When it comes to controlling women, there are few better ways to encourage desired behavior than inducing shame. For most of recorded history, women were controlled into maintaining their virginity before marriage and sexual fidelity after marriage by surrounding women’s sexuality with intense shame. Women who had never been married were rendered unmarriageable by sexual intercourse. In most cultures married women who had sex outside the bound of marriage were subject to severe punishment up to and including execution.
Fortunately we’ve moved beyond that in industrialized societies in 2014, and it’s not by making sure that all women are virgins until their wedding night. It’s by removing the shame from women’s sexual satisfaction.
Now we need to do something similar for childbirth.
Just as shame was used by men to control women’s sexuality, shame is used by natural childbirth advocates to control women’s experience of childbirth. Where would the natural childbirth industry be if they couldn’t convince women to be ashamed for “failing”? They’d be poor and unemployed without using shaming as a marketing tool.
Childbirth educator Gabrielle Volkmer, in her piece Birth As a Crucible perfectly illustrates the intense shame that is integral to natural childbirth advocacy.

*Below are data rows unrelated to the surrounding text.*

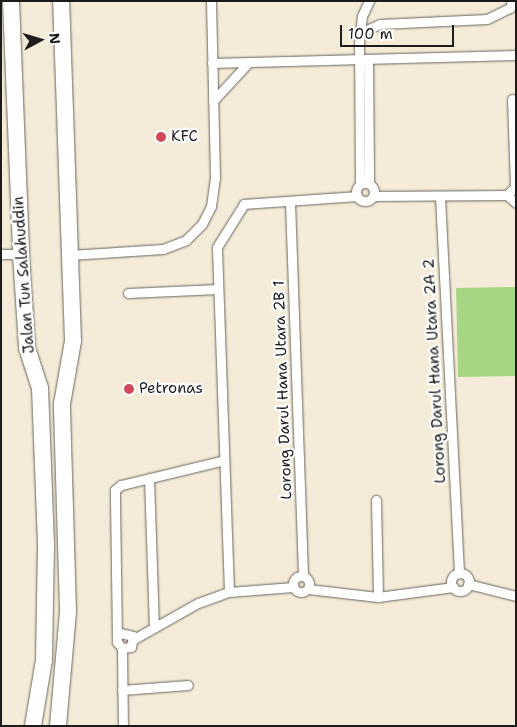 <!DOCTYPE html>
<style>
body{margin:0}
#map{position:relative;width:517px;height:727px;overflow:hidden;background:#f4ecd8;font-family:"Shantell Sans",sans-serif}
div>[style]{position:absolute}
.green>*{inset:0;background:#a6d583}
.roads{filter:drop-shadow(0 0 1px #68655e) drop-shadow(0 0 1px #68655e)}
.street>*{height:9px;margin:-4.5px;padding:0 4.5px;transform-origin:4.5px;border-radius:4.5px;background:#fff}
.street>.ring{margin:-4.5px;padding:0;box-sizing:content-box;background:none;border:9px solid #fff;border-radius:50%}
.highway>*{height:16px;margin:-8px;padding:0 8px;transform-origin:8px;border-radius:8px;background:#fff}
.dots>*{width:14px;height:14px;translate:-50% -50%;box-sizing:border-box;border:2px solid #fff;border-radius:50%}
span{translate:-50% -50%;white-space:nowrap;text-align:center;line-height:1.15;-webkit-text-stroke:4.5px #fff;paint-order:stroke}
.poi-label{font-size:15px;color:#1c1c1c}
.left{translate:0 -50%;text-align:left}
.street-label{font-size:15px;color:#1c1c1c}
.frame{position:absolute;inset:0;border:2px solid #1c1c1c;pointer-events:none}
.north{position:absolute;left:15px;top:15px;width:50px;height:50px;-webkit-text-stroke:4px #fff;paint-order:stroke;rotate:84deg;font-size:14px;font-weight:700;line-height:20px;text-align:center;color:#1c1c1c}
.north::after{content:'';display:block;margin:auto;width:18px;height:22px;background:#1c1c1c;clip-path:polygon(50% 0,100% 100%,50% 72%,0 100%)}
.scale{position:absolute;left:340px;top:25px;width:114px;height:22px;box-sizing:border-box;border:2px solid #1c1c1c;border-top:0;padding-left:6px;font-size:15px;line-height:18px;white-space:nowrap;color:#1c1c1c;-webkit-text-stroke:4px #fff;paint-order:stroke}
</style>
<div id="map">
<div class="green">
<i style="clip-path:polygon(516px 287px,516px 376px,458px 377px,456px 288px)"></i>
</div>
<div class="roads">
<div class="street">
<i style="left:364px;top:31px;width:17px;rotate:-24deg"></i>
<i style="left:380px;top:24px;width:107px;rotate:-2.7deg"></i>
<i style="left:487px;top:19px;width:25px;rotate:-26deg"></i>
<i style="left:510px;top:8px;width:7px;rotate:-74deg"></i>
<i style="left:368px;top:59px;width:124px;rotate:89.5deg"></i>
<i style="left:212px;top:63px;width:304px;rotate:-1.5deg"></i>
<i style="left:512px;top:99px;width:87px;rotate:88deg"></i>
<i style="left:213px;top:101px;width:53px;rotate:-47.3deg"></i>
<i class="ring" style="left:356px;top:183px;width:9px;height:9px"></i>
<i style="left:360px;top:184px;width:140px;rotate:-90.4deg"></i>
<i style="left:359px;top:44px;width:28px;rotate:-84deg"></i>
<i style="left:362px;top:16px;width:17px;rotate:-65deg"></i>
<i style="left:516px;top:186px;width:13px;rotate:135deg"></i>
<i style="left:507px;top:195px;width:12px;rotate:42deg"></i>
<i style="left:374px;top:196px;width:133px;rotate:-0.4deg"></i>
<i style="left:440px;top:197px;width:377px;rotate:87.1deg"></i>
<i style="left:290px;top:202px;width:374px;rotate:88deg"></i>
<i style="left:1px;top:254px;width:20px"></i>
<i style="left:70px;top:255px;width:93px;rotate:-3.7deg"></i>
<i style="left:163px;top:249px;width:25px;rotate:-21deg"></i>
<i style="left:186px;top:240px;width:23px;rotate:-45deg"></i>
<i style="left:202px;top:224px;width:20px;rotate:-63deg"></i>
<i style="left:211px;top:206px;width:28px;rotate:-82deg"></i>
<i style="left:215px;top:178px;width:177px;rotate:-91.3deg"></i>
<i style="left:128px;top:293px;width:90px;rotate:-2.5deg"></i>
<i style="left:149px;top:478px;width:149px;rotate:88.1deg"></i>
<i style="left:376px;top:500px;width:97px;rotate:88.8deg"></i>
<i class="ring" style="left:451px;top:573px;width:9px;height:9px"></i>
<i class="ring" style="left:293px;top:576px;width:7px;height:7px"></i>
<i style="left:468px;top:584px;width:49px;rotate:14deg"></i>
<i style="left:308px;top:589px;width:70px;rotate:6.5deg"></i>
<i style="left:378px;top:597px;width:76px;rotate:-7.6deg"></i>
<i style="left:229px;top:592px;width:345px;rotate:-92deg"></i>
<i style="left:217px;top:247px;width:51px;rotate:-57.9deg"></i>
<i style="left:244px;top:204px;width:113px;rotate:-4deg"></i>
<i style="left:120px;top:633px;width:13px;rotate:13deg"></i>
<i style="left:133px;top:636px;width:11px;rotate:100deg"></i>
<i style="left:131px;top:647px;width:9px;rotate:174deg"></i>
<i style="left:122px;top:648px;width:8px;rotate:-130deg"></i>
<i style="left:117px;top:642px;width:152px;rotate:-90.8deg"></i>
<i style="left:115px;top:490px;width:8px;rotate:-40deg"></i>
<i style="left:121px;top:485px;width:106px;rotate:-13.6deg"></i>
<i style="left:134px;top:639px;width:73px;rotate:-29.4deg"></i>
<i style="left:198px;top:603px;width:33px;rotate:-20deg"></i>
<i style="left:229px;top:592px;width:64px;rotate:-4.5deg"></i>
<i style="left:122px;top:648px;width:78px;rotate:89.3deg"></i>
<i style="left:122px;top:690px;width:66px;rotate:-4.3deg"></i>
</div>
<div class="highway">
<i style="left:11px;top:1px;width:253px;rotate:87.7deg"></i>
<i style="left:21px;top:254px;width:94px;rotate:86.3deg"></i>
<i style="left:27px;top:348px;width:42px;rotate:72deg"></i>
<i style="left:40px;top:388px;width:157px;rotate:87.8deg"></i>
<i style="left:46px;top:545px;width:115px;rotate:91deg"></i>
<i style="left:44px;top:660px;width:67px;rotate:99.5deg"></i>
<i style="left:58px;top:726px;width:115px;rotate:-85deg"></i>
<i style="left:68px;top:611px;width:207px;rotate:-91.7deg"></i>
<i style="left:62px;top:404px;width:64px;rotate:-80.1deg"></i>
<i style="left:73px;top:341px;width:340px;rotate:-92deg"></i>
</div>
</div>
<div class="dots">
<i style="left:161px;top:137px;background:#d1495b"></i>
<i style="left:129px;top:389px;background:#d1495b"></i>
</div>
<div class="poi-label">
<span class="left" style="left:171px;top:137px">KFC</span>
<span class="left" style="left:139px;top:389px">Petronas</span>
</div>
<div class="street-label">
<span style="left:24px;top:275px;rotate:-94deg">Jalan Tun Salahuddin</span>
<span style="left:435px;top:371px;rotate:-93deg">Lorong Darul Hana Utara 2A 2</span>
<span style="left:283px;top:390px;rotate:-92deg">Lorong Darul Hana Utara 2B 1</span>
</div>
<div class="frame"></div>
<div class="north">N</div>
<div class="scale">100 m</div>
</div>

You prepare painstakingly — religiously fervent, almost — for your birth. You read, you study, you attend classes, you watch videos, you talk, you research, you listen, you question. You form firm core beliefs about pregnancy, labor, birth, femininity and motherhood. You have surrounded yourself with people you think will support you on your big day. You have conquered your fear and are prepared to have the best birth you can. You are ready to get your birth “right,” whatever unpredictable course it takes, because getting your birth right simply means doing all you can to achieve the best birth possible.
Only… you don’t achieve your best possible birth. You are left with the feeling that you and those around you didn’t do all you could to attain your goals. You have failed at getting it right — not because of your outcome, but because of how you got to that outcome. (emphasis in the original)
Why does that happen?
And all the time you wonder why. Why are you so upset? You have a healthy baby. You are safe. Your body has healed from the beating you called birth. It was fairly normal. No crazy complications. No coerced procedures. No emergency C-section or anything quite so dramatic. Just a normal birth gone a little off on an unexpected track…
It happens because Volkmer imbibed the shame-making nonsense of natural childbirth “education” that teaches women to judge themselves by their birth performance and to emotionally flagellate themselves if they don’t perform as mandated.
I have some advice for Ms. Volkmer:
Birth is not a piece of performance art
Birth is not a test of personal fortitude
Birth is not a crucible
Come closer and I’ll share with you the secret of the true meaning of birth:
BIRTH IS THE WAY THAT A BABY GETS FROM INSIDE YOUR BODY TO OUTSIDE IT … PERIOD!
Yes, I realize that natural childbirth privileges process over outcome, and views birth as primarily an opportunity for boasting when done properly or shaming if you don’t follow the pre-approved script. That’s how natural childbirth advocacy perpetuates itself. First they get you to believe, then they punish or reward you based on how faithful you are to dogma.
Volkmer responds just as prescribed:
You may not be able to control your pain, but you can channel it. After a while you use it to help you heal. You let it drive you to prepare for a better birth next time around. It motivates you to try to help other women avoid what you have gone through.
Or you could address the shaming integral to natural childbirth advocacy in the same way we addressed the shame surrounding women’s sexuality. You can reject it!
There is no “best” way to give birth. Don’t let anyone tell you that there is, because believing it means ceding power and agency to a group of people who control other women by making them feel like failures. You can’t be empowered giving others power to shame you, mandating how you must give birth and finding you wanting if you don’t comply.
Women find their power by rejecting efforts to control them, not by giving in.